▶ [EXERCISE GOAL]:
Look through the material below and give the number of lines where the string "Finlaysoninkatu" appears, without any other words.

————————

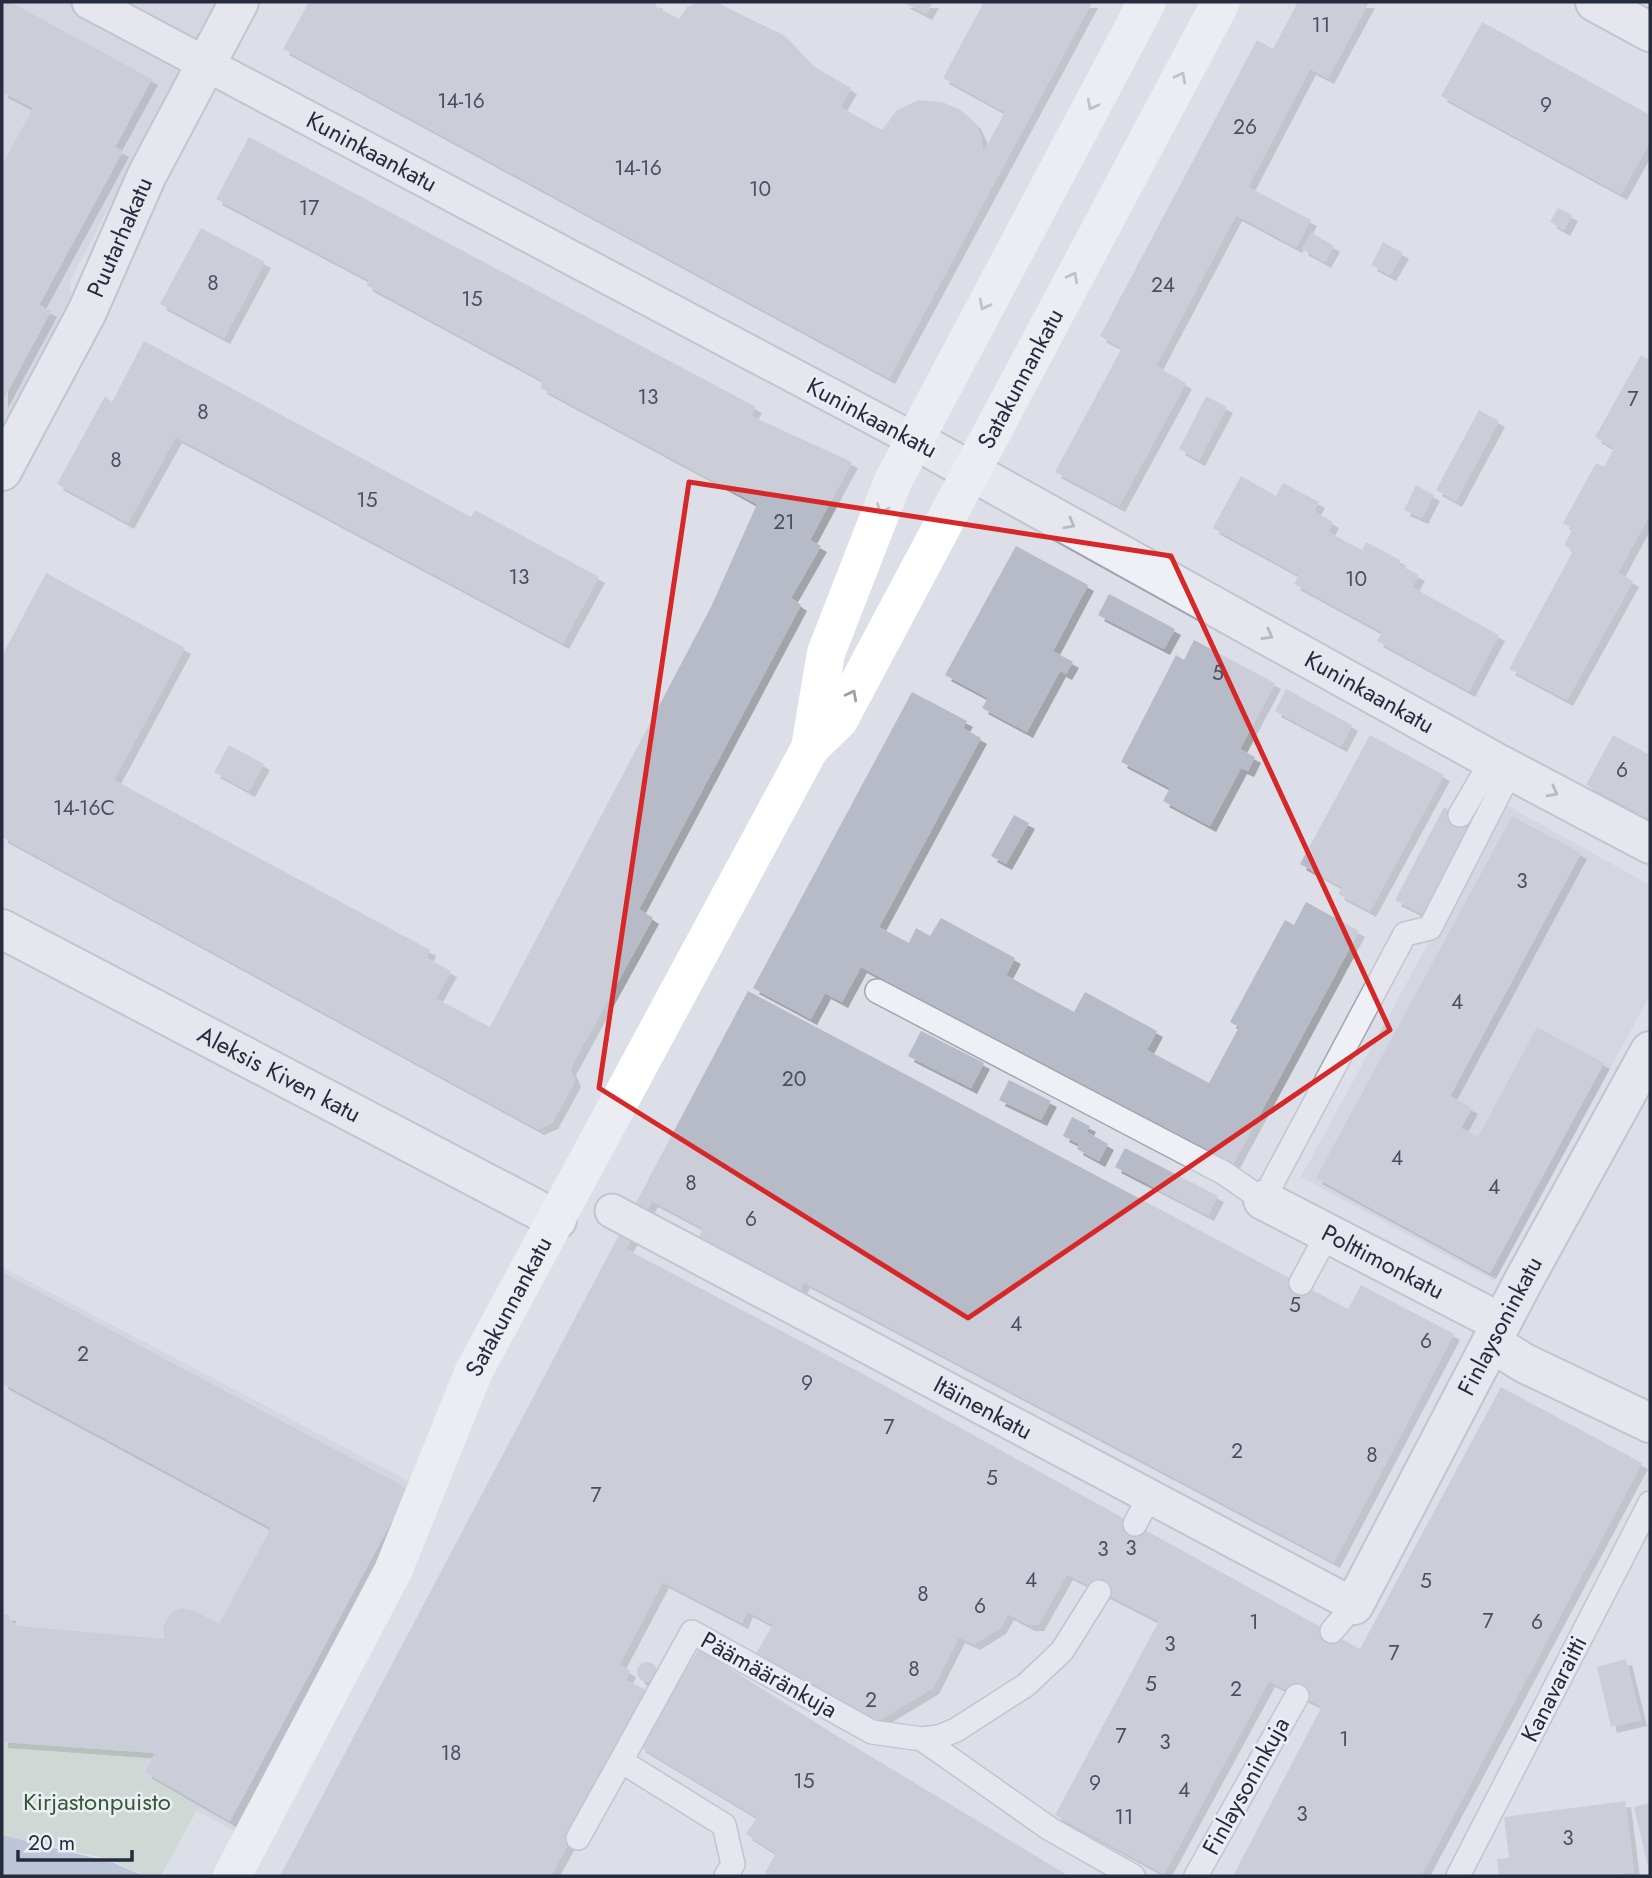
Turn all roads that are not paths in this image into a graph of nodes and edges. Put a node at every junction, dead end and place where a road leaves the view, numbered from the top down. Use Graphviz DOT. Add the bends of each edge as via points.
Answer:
graph roads {
  1 [pos="89,2"];
  2 [pos="239,2"];
  3 [pos="1147,2"];
  4 [pos="1221,2"];
  5 [pos="1595,2"];
  6 [pos="1650,32"];
  7 [pos="206,63"];
  8 [pos="913,439"];
  9 [pos="971,470"];
  10 [pos="2,471"];
  11 [pos="810,748"];
  12 [pos="1502,765"];
  13 [pos="1460,815"];
  14 [pos="1650,844"];
  15 [pos="2,929"];
  16 [pos="877,991"];
  17 [pos="1650,1051"];
  18 [pos="1263,1200"];
  19 [pos="612,1211"];
  20 [pos="557,1220"];
  21 [pos="1328,1233"];
  22 [pos="1301,1283"];
  23 [pos="1496,1333"];
  24 [pos="1650,1423"];
  25 [pos="1650,1503"];
  26 [pos="1100,1592"];
  27 [pos="1343,1618"];
  28 [pos="1297,1696"];
  29 [pos="922,1739"];
  30 [pos="621,1761"];
  31 [pos="578,1839"];
  32 [pos="232,1876"];
  33 [pos="726,1876"];
  34 [pos="1133,1876"];
  35 [pos="1196,1876"];
  36 [pos="1458,1876"];
  1 -- 7 [label="street, Kuninkaankatu"];
  2 -- 7 [label="street, Puutarhakatu"];
  3 -- 8 [label="main road, Satakunnankatu, one-way"];
  9 -- 4 [label="main road, Satakunnankatu, one-way"];
  5 -- 6 [label="street"];
  7 -- 8 [label="street, Kuninkaankatu"];
  7 -- 10 [label="street, Puutarhakatu" via="147,175 88,312"];
  8 -- 9 [label="street, Kuninkaankatu"];
  8 -- 11 [label="main road, Satakunnankatu, one-way" via="826,653"];
  11 -- 9 [label="main road, Satakunnankatu, one-way" via="839,720"];
  9 -- 12 [label="street, Kuninkaankatu, one-way"];
  11 -- 20 [label="main road, Satakunnankatu"];
  12 -- 13 [label="lane"];
  12 -- 14 [label="street, Kuninkaankatu, one-way"];
  12 -- 18 [label="lane" via="1430,928 1405,934"];
  15 -- 20 [label="street, Aleksis Kiven katu"];
  16 -- 18 [label="lane" via="1224,1173"];
  17 -- 23 [label="street, Finlaysoninkatu"];
  18 -- 21 [label="street, Polttimonkatu"];
  19 -- 27 [label="street, Itäinenkatu" via="1142,1511"];
  20 -- 32 [label="main road, Satakunnankatu" via="474,1371 393,1571"];
  21 -- 22 [label="lane"];
  21 -- 23 [label="street, Polttimonkatu"];
  23 -- 24 [label="street, Polttimonkatu" via="1524,1363"];
  23 -- 27 [label="street, Finlaysoninkatu"];
  25 -- 36 [label="lane, Kanavaraitti"];
  26 -- 29 [label="lane" via="1077,1632 1045,1669 964,1726"];
  28 -- 35 [label="lane, Finlaysoninkuja"];
  29 -- 30 [label="lane, Päämääränkuja" via="881,1735 865,1728 692,1632"];
  29 -- 34 [label="lane" via="1050,1829"];
  30 -- 31 [label="lane"];
  30 -- 33 [label="lane" via="724,1825 733,1864"];
}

————————

▶ [RESULT BELOW]:
2